§ Dataset entries:
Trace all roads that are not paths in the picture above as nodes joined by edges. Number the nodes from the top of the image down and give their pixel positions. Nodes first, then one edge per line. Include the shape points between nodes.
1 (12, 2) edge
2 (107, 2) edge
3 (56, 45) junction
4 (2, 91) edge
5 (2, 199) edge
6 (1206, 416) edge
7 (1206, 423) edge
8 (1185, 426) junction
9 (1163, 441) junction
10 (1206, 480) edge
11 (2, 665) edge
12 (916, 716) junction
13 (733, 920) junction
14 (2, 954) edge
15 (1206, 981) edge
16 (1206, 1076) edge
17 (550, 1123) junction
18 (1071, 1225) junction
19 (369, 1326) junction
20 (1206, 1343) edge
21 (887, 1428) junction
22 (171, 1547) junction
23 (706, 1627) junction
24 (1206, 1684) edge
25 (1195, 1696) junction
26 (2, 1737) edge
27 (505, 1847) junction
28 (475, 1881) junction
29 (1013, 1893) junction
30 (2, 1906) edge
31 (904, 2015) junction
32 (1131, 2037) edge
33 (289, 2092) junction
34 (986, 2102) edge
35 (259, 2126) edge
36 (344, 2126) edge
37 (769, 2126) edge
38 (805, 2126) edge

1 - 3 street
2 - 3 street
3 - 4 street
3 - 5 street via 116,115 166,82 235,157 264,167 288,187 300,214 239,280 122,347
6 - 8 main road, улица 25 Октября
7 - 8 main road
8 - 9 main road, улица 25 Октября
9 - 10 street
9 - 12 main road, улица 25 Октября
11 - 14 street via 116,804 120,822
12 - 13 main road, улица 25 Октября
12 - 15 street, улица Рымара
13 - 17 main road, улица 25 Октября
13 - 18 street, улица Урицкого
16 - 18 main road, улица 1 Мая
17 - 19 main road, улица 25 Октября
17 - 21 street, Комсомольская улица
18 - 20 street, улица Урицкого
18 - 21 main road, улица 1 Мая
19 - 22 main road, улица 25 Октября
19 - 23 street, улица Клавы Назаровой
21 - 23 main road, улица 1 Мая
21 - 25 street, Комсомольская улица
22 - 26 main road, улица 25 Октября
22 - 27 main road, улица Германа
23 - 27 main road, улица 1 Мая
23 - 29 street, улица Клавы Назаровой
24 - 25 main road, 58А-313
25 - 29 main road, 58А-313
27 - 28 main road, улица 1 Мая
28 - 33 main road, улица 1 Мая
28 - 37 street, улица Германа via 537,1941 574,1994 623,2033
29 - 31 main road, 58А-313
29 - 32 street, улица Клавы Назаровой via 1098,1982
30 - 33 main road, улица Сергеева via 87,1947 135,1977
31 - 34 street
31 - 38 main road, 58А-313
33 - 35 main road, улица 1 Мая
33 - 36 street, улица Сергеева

§ PROBLEM DESCRIPTION: Wherever the string "Комсомольская" occurs in the entries, copy that whole line.

§ SOLUTION FOR THIS TASK:
17 - 21 street, Комсомольская улица
21 - 25 street, Комсомольская улица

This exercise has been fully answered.